In Colorado River Delta, waters -- and prospects -- are drying up



Fighting a fierce north wind and cresting waves, a dozen Cucapa Indian fishermen were in trouble before they were halfway home, their small boats and balky outboard motors overmatched by the roiling estuary of the Colorado River Delta.

"Malo viento," muttered Julio Figueroa, as he nosed his boat slowly through the wind-whipped waves, his feet submerged in 10 inches of standing water. Boats have capsized and men have drowned in these waters, where river and sea collide. Many others have drifted out to sea after waterlogged motors stalled.

The Cucapa say that every year they must venture farther downstream, braving some of the highest spring tides in the world. Rough seas aren't the only hazard. It is illegal to fish here. The waters are part of a federal sanctuary created to protect several imperiled marine species. Although getting caught could cost them their boats, the Cucapa say they have little choice.
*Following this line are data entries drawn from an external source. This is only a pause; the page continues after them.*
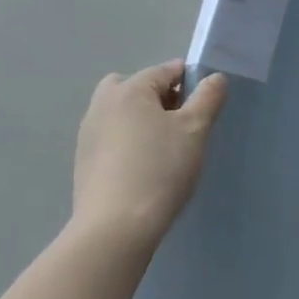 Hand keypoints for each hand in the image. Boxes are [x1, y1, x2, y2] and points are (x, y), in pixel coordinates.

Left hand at [70, 61, 227, 247]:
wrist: (115, 229)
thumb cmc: (160, 169)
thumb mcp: (195, 129)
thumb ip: (208, 98)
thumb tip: (215, 78)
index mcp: (129, 89)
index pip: (166, 70)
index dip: (190, 82)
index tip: (205, 106)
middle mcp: (103, 104)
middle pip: (135, 87)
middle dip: (159, 97)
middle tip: (180, 124)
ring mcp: (88, 134)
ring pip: (121, 113)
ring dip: (141, 120)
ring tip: (163, 150)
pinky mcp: (83, 162)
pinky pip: (111, 138)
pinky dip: (127, 143)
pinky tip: (143, 169) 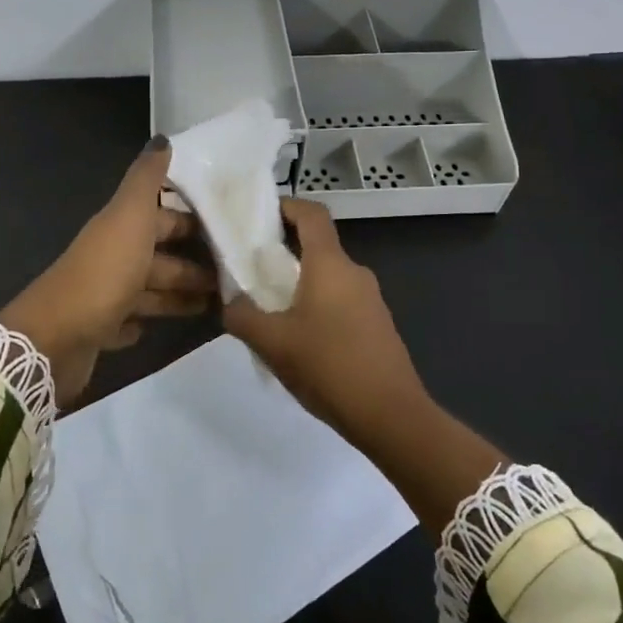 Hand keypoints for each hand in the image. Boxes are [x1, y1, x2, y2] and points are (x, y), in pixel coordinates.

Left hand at [0, 139, 214, 405]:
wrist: (55, 338)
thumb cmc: (103, 272)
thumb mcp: (130, 218)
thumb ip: (147, 180)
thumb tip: (163, 139)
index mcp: (121, 227)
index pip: (162, 215)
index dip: (193, 218)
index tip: (232, 224)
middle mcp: (113, 256)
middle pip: (159, 253)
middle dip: (195, 260)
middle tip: (237, 270)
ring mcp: (105, 294)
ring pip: (150, 288)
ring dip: (180, 292)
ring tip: (220, 303)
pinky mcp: (101, 330)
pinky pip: (129, 321)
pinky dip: (146, 320)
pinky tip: (166, 327)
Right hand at [225, 198, 502, 536]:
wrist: (391, 416)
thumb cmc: (329, 366)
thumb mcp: (271, 343)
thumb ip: (242, 316)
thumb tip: (230, 303)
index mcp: (330, 264)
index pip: (311, 213)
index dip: (285, 206)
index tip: (257, 217)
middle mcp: (354, 272)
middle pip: (317, 245)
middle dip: (284, 252)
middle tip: (251, 270)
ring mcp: (371, 298)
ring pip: (328, 276)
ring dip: (299, 283)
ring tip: (270, 310)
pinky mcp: (377, 324)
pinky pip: (341, 300)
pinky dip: (317, 305)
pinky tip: (300, 340)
Upstream, where the current is slower and the fishing legal, there is not enough water anymore and, consequently, not enough fish.
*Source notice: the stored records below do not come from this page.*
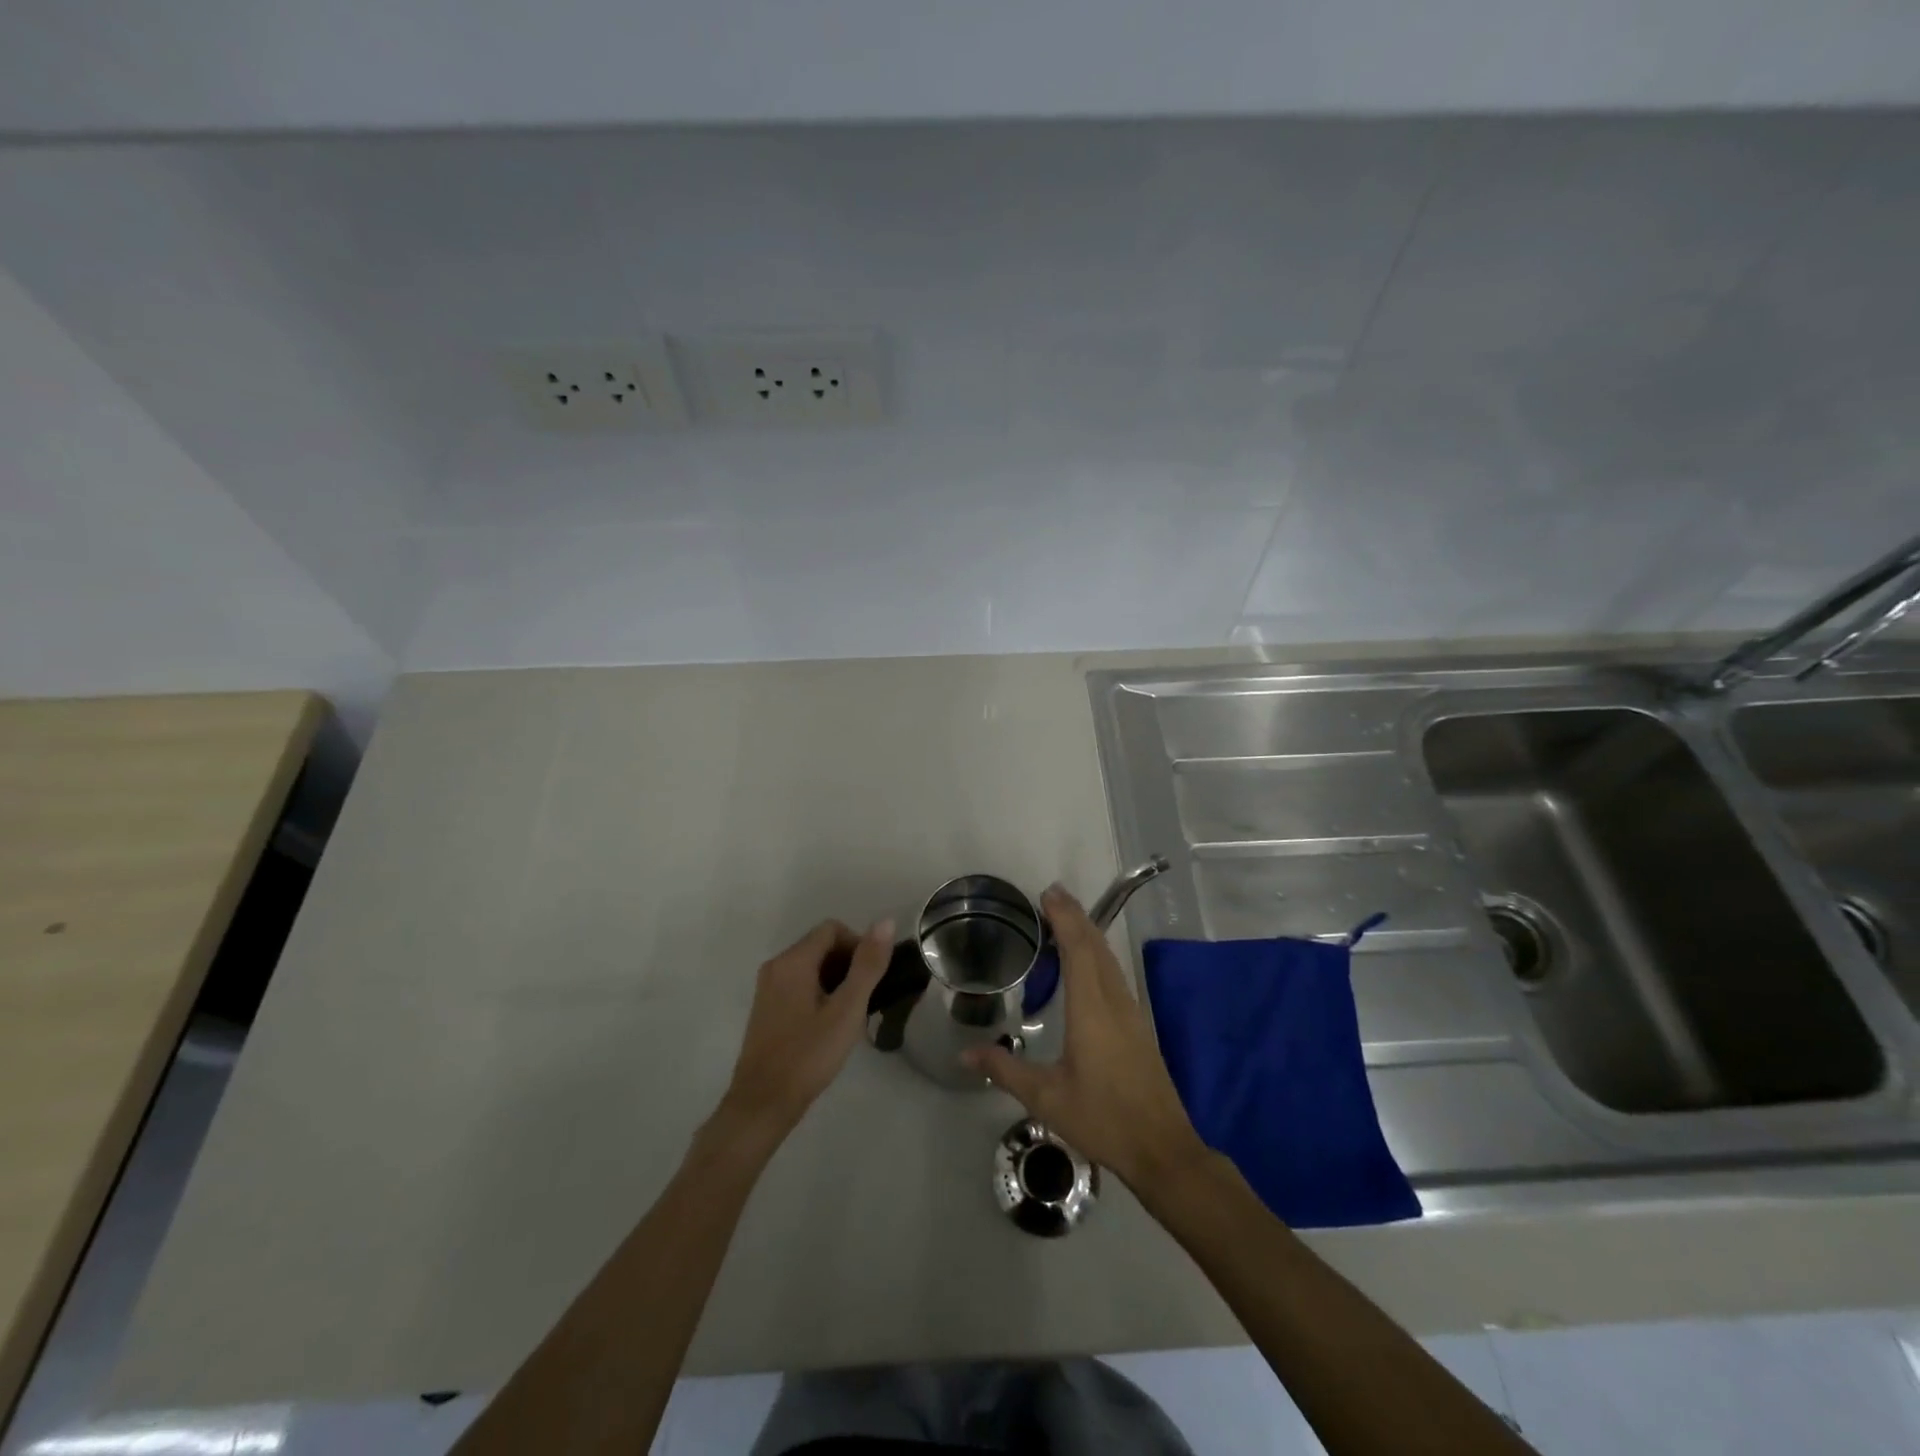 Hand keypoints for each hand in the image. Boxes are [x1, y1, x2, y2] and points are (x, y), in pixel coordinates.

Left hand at [713, 918, 893, 1152]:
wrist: (763, 1103)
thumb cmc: (808, 1054)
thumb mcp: (847, 1010)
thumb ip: (867, 965)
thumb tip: (886, 922)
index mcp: (793, 961)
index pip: (832, 929)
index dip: (858, 944)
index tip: (873, 976)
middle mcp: (776, 966)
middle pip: (820, 945)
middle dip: (848, 962)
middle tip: (867, 997)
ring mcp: (768, 988)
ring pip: (810, 966)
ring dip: (836, 979)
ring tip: (852, 1013)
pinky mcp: (767, 1008)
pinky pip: (799, 984)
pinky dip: (819, 992)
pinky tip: (831, 1024)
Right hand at [964, 886, 1208, 1190]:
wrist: (1162, 1148)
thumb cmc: (1102, 1118)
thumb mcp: (1046, 1098)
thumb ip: (1004, 1070)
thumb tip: (964, 1053)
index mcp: (1092, 1010)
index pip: (1079, 949)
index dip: (1064, 918)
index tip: (1048, 894)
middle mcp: (1114, 1001)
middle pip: (1097, 945)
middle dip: (1076, 915)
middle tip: (1052, 895)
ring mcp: (1131, 1012)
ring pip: (1109, 958)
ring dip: (1088, 932)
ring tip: (1066, 918)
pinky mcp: (1138, 1025)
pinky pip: (1114, 974)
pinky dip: (1097, 954)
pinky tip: (1087, 962)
As U.S. scientists warn of a semi-permanent drought along the taxed river by midcentury, Mexico today offers a glimpse of what dry times can be like. Rationing is in effect in some areas. Farmers have abandoned crops they can no longer irrigate. Experts fear that the desert will reclaim some of the region's most fertile land.

The Cucapa are a tiny portion of the 3 million people in northern Mexico who depend on a meager allotment of Colorado River water that was not enough when it was granted by treaty in 1944, and is far from enough now. Traversing 1,440 miles, through seven of the most arid U.S. states, the Colorado River arrives here as an intermittent stream laden with sewage, fertilizer, pesticides and salts leached from farmland.
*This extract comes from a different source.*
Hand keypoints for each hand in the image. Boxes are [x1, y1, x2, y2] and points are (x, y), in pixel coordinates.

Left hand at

The Cucapa and their ancestors have been living in the Colorado River Delta for 1,000 years, sustaining themselves on what once were lush wetlands. As the river and its surroundings dried up, most of the Cucapa went elsewhere. Today, the handful who remain -- fewer than 200 -- cling to a water-starved environment that is as imperiled as they are.

Every year at this time, the Cucapa head for the "zono nucleo," the core of the marine reserve where the river meets the Gulf of California. Playing cat and mouse with police patrols, the Indians net corvina, a commercially popular fish that can bring them as much money in a month as they can earn in a year working in fields or doing other manual labor.

This spring day, the Cucapa fishermen would have had unusually good luck if the weather hadn't turned against them. The corvina were plentiful and the patrols nowhere in sight. But the wind didn't let up, and by midafternoon many of the overloaded Cucapa boats were riding precariously low in the choppy water.

As they retreated upriver, one boat lodged on a sandbar, forcing its crew to dump a third of its catch before the men could free their boat. Then another boat -- with Figueroa's stepson aboard -- began to go down, its bow slowly submerging as the two-man crew yelled for help and the pilot frantically tried to guide the boat to shore before the motor gave out.